Just got back from my place in Perdido and got nothing better to do than to recap it all. Was catching consistent solid pompano all week; nothing under 13 inches. Used salty's pompano rigs (recommend highly) and saw no clear preference for color (pink or orange). Used sand flea fishbites tipped with shrimp mostly, but caught almost all of my pompano on bare fishbites or sand fleas (that i caught with my hands). Speaking of which, where is a good place to get a sand flea rake for a solid price? Only had sand fleas for a few hours and they caught more than every other bait all week. Strangely, all of my pompano were caught on the front edge of the sandbar. Was fishing up close with a few rods but got nothing but croakers, blues, and the like in the channel and the wade gut. May be useful info for anyone fishing, may just be me. Also caught a solid 30" red on bare fishbites farther up on the sandbar. I was fishing a bottleneck of sorts where the channel got deep and the sandbar came in closer to shore after a cut. Caught about 15 pompano over the course of 7 days, mostly in the afternoon and evening.


----------



## Walton County (Aug 23, 2016)

Nice!
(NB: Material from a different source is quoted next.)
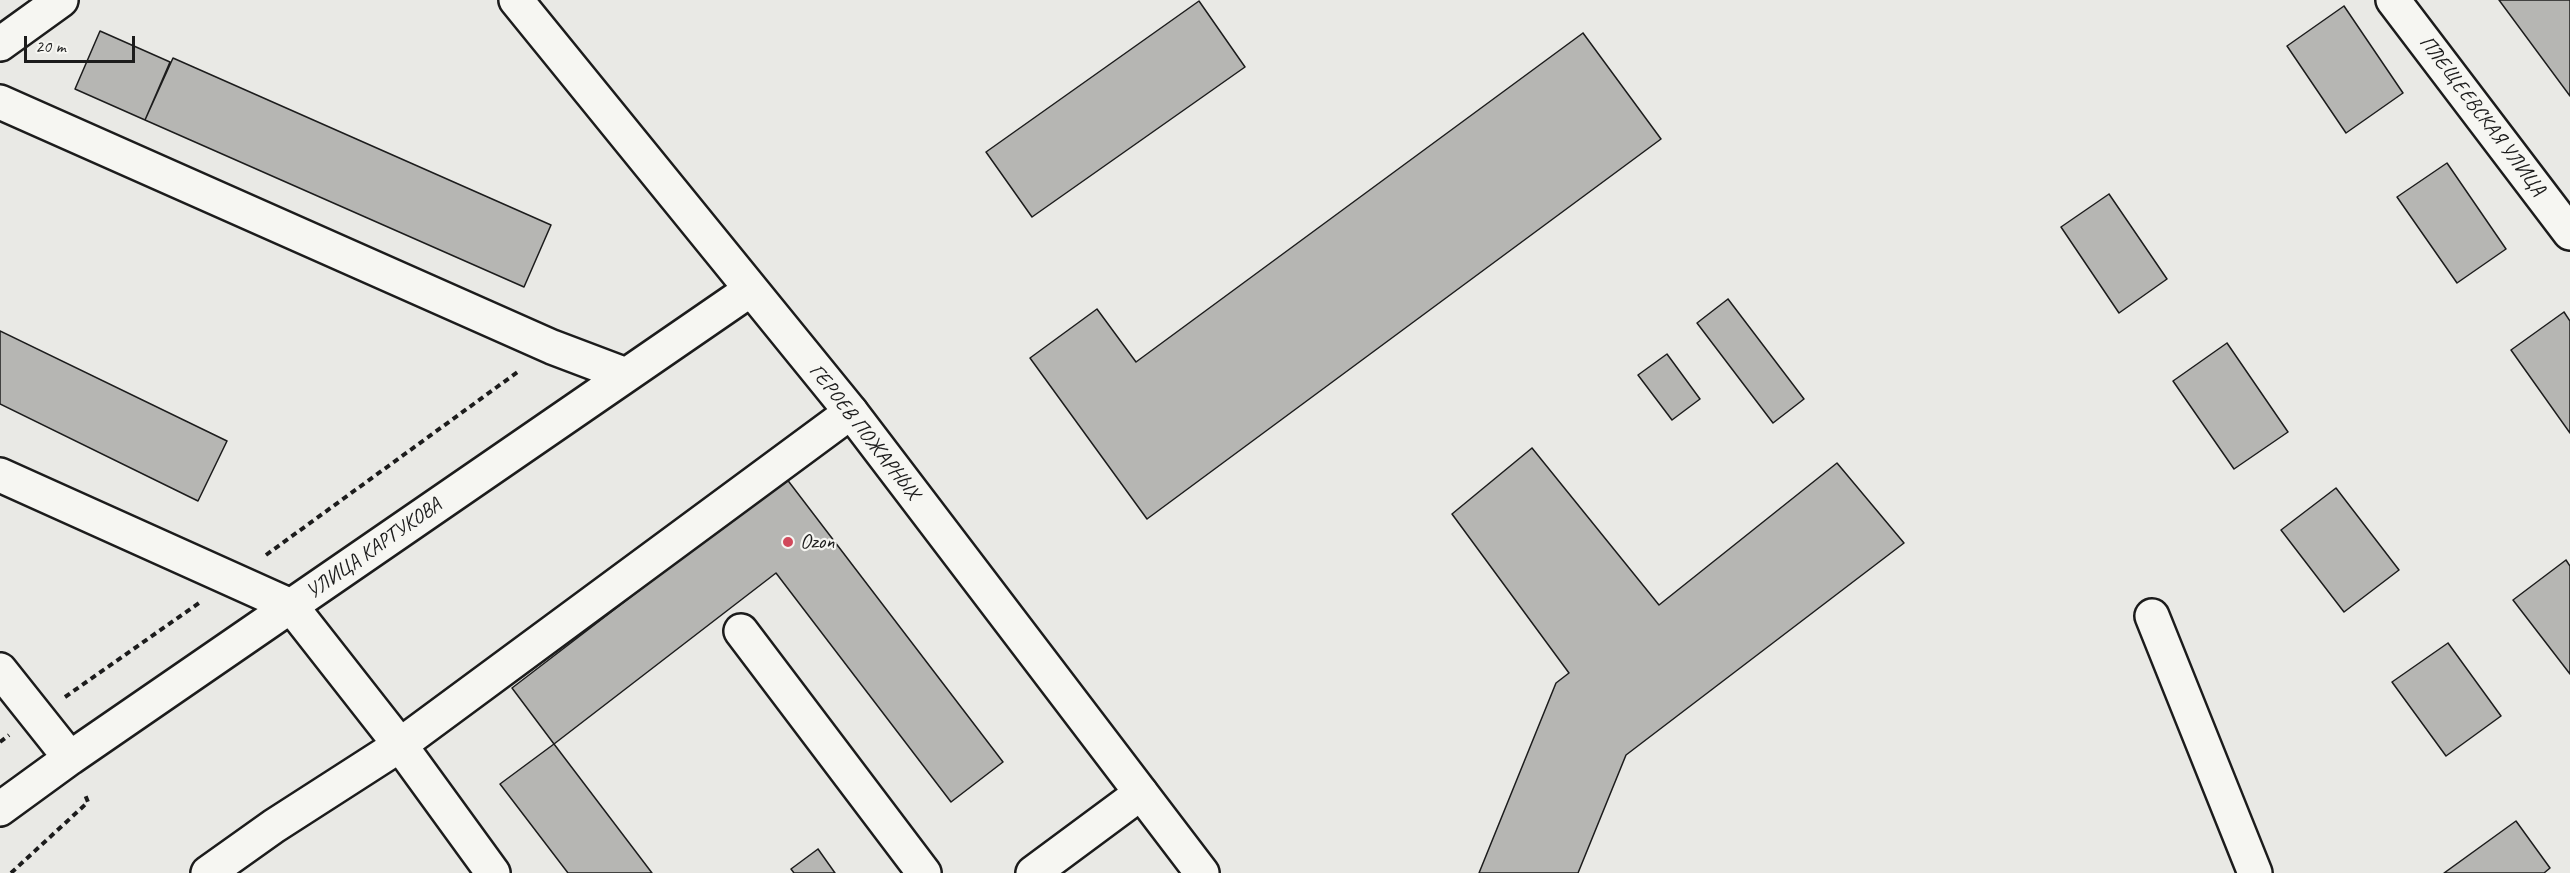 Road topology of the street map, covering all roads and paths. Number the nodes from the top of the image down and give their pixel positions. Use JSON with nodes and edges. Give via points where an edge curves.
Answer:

Sounds like you stayed on'em.

I just had to break down and buy a new rake last night. I typically use a little dip net becuase it's easier to drag in the surf but they dont last any length of time. It looked to me that Academy had the best price. I had to order one online. I am a long way from Academy.


----------



## old school (Nov 16, 2007)

Walton County said:


> Nice! Sounds like you stayed on'em.
> 
> I just had to break down and buy a new rake last night. I typically use a little dip net becuase it's easier to drag in the surf but they dont last any length of time. It looked to me that Academy had the best price. I had to order one online. I am a long way from Academy.


----------



## old school (Nov 16, 2007)

I though the beaches were closed? How could you fish?


----------



## RedneckTarpon (Mar 6, 2019)

old school said:


> I though the beaches were closed? How could you fish?





old school said:


> I though the beaches were closed? How could you fish?


I fished out back from my condo. I got run off by police about 2 weeks ago but havent seen anyone get kicked off since. I tried going down to pensacola beach but didnt get very far after seeing police cruisers patrolling the beaches. Havent been there for a week so im not really sure what it looks like now


----------